Court of Appeals of Wisconsin, District III

August 27, 2019

Janet Mueller, Petitioner-Appellant,
v.
Labor and Industry Review Commission, Ashley Furniture Industries, Twin City Fire Insurance Company and Gallagher Bassett Services, Inc., Respondents-Respondents.

          APPEAL from an order of the circuit court for Trempealeau County No. 2017CV120: RIAN W. RADTKE, Judge. Affirmed.

          Before Stark, P.J., Hruz and Seidl, JJ.

          SEIDL, J.

         ¶1 Janet Mueller appeals a circuit court order affirming a decision by the Labor and Industry Review Commission (the Commission), which dismissed Mueller's application for worker's compensation temporary disability benefits. Mueller argues the Commission erred by concluding that Mueller's voluntary retirement from her employment precluded her from establishing that she suffered an actual wage loss, and that she therefore was not entitled to receive disability benefits under Wis.Stat. § 102.43 (2017-18).[1] In the alternative, Mueller argues that even if her voluntary retirement initially prevented her from showing an actual wage loss, the Commission erred by concluding that she failed to show she suffered an actual wage loss when she tried-and eventually succeeded-to re-enter the labor market.

         ¶2 We conclude that under Wis.Stat. § 102.43, an employee must show that he or she sustained an actual wage loss attributable to his or her injury in order to be entitled to temporary disability benefits. Applying that standard, we determine that the Commission did not err in dismissing Mueller's claim because, as the Commission found, Mueller voluntarily retired for reasons entirely unrelated to her injury, and her subsequent attempts to re-enter the labor market were not impaired by her work-related injury. Therefore, any wage loss Mueller suffered is solely attributable to her own choices, and not to her work-related injury. Consequently, we affirm.

         BACKGROUND

         ¶3 In 1997, Mueller began working for Ashley Furniture, a company that manufactures and sells home furnishings. She worked on Ashley's furniture "finishing line," in a production position. This position required her to lift heavy objects and involved the repetitive use of both upper extremities.

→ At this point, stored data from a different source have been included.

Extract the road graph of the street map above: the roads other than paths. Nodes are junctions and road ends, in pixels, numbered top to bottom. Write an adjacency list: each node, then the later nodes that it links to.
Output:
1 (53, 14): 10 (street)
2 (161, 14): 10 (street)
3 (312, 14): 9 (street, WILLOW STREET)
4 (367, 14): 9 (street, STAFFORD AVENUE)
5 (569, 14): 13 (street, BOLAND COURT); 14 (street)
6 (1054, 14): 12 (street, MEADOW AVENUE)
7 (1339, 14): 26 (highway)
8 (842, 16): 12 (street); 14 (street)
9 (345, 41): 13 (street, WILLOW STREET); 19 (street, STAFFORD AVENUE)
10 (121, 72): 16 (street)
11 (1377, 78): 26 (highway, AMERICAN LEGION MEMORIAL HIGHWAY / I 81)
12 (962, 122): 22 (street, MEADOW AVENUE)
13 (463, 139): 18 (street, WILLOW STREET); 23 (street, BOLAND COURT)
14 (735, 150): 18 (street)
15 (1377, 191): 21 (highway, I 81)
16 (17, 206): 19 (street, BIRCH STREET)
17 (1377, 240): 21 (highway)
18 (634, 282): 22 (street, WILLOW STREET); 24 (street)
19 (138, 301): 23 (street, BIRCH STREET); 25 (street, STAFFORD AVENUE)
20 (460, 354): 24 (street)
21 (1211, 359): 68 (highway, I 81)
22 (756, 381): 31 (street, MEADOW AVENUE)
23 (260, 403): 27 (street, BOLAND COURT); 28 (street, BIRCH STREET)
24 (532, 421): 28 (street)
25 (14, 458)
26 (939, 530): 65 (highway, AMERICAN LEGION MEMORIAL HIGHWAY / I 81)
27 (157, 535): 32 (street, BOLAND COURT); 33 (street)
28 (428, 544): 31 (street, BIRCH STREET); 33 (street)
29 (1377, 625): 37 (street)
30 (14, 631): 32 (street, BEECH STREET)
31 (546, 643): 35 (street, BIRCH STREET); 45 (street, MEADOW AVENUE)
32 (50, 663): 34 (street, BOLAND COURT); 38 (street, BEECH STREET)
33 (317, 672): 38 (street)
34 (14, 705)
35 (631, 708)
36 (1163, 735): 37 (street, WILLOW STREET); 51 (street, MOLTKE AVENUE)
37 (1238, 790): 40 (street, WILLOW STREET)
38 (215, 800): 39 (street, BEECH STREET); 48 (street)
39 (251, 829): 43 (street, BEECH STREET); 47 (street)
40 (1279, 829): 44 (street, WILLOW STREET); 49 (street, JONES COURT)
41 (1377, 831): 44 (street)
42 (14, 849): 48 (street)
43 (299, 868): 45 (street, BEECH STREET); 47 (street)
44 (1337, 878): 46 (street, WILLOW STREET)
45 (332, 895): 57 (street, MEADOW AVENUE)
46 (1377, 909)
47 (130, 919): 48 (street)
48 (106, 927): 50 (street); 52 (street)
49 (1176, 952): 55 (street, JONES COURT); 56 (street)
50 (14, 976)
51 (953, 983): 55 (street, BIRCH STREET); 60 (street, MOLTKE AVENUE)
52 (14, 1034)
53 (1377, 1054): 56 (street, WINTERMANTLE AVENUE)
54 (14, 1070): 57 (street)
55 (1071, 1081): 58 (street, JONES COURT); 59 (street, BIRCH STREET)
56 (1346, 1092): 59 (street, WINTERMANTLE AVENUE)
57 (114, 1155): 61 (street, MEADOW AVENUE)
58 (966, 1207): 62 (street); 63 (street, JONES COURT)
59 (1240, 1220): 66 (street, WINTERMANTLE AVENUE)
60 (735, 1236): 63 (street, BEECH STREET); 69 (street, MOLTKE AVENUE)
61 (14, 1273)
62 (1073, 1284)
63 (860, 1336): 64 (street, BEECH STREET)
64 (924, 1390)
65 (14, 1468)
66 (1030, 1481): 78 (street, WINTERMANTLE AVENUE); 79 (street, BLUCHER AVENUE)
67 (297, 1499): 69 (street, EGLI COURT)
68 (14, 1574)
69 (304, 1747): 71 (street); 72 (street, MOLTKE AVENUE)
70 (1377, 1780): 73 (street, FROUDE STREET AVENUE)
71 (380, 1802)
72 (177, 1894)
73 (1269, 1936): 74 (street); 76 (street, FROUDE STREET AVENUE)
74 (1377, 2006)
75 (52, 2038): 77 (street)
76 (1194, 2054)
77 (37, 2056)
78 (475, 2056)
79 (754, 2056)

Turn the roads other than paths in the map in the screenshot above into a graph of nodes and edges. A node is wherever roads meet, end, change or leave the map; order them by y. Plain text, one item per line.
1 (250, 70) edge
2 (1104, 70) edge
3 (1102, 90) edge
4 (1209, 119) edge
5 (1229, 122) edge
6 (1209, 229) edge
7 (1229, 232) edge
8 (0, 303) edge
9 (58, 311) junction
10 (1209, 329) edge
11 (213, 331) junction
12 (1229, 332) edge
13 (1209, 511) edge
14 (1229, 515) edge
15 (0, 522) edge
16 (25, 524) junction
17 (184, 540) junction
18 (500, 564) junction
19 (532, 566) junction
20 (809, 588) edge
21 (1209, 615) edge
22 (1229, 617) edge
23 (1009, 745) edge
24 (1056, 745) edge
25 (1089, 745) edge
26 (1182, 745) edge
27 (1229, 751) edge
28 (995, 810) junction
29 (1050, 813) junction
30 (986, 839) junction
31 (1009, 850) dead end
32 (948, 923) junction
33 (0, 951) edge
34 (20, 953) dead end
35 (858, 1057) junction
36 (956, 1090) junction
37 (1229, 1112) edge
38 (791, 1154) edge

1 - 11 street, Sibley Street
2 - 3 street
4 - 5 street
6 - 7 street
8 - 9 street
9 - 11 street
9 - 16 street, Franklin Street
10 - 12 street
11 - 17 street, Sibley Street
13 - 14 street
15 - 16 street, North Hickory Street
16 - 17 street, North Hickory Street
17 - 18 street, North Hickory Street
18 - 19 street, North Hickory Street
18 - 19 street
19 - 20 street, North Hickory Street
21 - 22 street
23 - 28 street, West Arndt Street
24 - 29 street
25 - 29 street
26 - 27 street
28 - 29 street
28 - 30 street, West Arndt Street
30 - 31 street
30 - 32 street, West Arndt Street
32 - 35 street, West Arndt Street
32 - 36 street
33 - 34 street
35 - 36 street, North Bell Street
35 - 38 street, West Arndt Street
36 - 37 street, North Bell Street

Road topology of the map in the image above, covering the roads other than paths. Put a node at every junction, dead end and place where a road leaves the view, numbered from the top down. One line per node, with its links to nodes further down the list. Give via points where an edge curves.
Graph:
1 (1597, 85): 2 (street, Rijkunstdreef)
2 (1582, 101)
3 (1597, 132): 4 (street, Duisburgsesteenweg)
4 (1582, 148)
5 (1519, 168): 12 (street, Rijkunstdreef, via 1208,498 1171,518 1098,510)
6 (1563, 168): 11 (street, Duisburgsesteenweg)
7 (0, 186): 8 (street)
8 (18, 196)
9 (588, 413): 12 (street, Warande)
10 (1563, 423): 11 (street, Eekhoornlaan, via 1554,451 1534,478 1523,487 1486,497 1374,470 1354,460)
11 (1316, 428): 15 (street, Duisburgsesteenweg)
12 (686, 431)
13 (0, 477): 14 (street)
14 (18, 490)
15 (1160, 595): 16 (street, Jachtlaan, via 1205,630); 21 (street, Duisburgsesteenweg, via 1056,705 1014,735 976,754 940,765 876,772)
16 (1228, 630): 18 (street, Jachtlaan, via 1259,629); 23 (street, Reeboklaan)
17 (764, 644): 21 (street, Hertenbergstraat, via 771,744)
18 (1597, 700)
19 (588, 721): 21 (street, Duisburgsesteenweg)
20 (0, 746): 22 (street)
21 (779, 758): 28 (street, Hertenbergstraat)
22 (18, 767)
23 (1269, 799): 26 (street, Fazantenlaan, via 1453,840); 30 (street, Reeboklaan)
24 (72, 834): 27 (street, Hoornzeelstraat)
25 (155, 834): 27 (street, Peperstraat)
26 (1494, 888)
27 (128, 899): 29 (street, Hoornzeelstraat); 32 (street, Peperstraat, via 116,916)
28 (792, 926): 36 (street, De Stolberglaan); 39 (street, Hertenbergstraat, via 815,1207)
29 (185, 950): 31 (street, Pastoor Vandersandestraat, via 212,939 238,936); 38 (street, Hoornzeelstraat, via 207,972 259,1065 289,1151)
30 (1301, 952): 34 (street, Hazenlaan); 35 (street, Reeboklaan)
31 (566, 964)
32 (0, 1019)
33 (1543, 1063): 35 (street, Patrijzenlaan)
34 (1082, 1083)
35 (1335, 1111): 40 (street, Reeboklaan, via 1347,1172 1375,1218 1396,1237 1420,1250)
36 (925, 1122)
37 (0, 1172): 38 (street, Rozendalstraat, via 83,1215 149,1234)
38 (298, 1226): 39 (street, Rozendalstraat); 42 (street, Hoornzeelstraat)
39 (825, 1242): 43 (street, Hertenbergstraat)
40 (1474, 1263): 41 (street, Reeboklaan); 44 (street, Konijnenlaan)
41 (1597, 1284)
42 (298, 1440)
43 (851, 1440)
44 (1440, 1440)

         ¶4 On October 17, 2013, Mueller injured her right arm and shoulder while she and another employee were lifting a headboard that weighed approximately 100 pounds. As a result of this injury, Mueller was placed on full-time light duty. While she was on light duty, Ashley paid Mueller $311 per week in temporary partial disability (TPD) benefits. That amount represented the wage loss Mueller suffered due to her light duty position paying her less than her regular duty position.

         ¶5 Over four months later, Mueller submitted to Ashley a notice of resignation form. In response to the form's prompt as to the reason for her resignation, Mueller wrote: "Retiring." Mueller remained on light duty-and consequently received TPD benefits-until her retirement became effective on March 14, 2014.

         ¶6 Approximately one month after her retirement, Mueller realized that she was no longer receiving TPD benefit payments. Accordingly, she contacted Amy Neubauer, Ashley's human resources manager, in an attempt to reinstate her employment. When Mueller's reinstatement request was denied, she submitted an employment application for a vacant position at Ashley. Ultimately, Ashley did not select Mueller to fill this position.

         ¶7 On June 5, 2014, Mueller underwent surgery to repair her right rotator cuff and biceps tendon. She reached an end of healing exactly one year later.[2] As a result of this surgery, Ashley initially conceded Mueller suffered a five percent permanent partial disability (PPD), as compared to an amputation of the right shoulder, and paid her that benefit. An additional three percent PPD was then assessed by Ashley's independent medical examiner, which Ashley also paid to Mueller. In addition, Ashley paid all of Mueller's medical treatment bills and medical mileage. None of those benefit payments are contested on appeal.

         ¶8 In January 2015, while still in her healing period, Mueller secured part-time employment at the Sunflower Cafe. In her new position, Mueller worked six to fourteen hours per week doing "odds and ends," such as washing dishes and cooking.

         ¶9 Mueller subsequently submitted a hearing application to the Department of Workforce Development, seeking temporary total disability (TTD) benefits from the date of her surgery on June 5, 2014, until her end of healing on June 5, 2015. Mueller's request for a hearing was granted. At her hearing, Mueller clarified that she was also seeking TPD benefits from her retirement date on March 14, 2014, until her date of surgery on June 5, 2014.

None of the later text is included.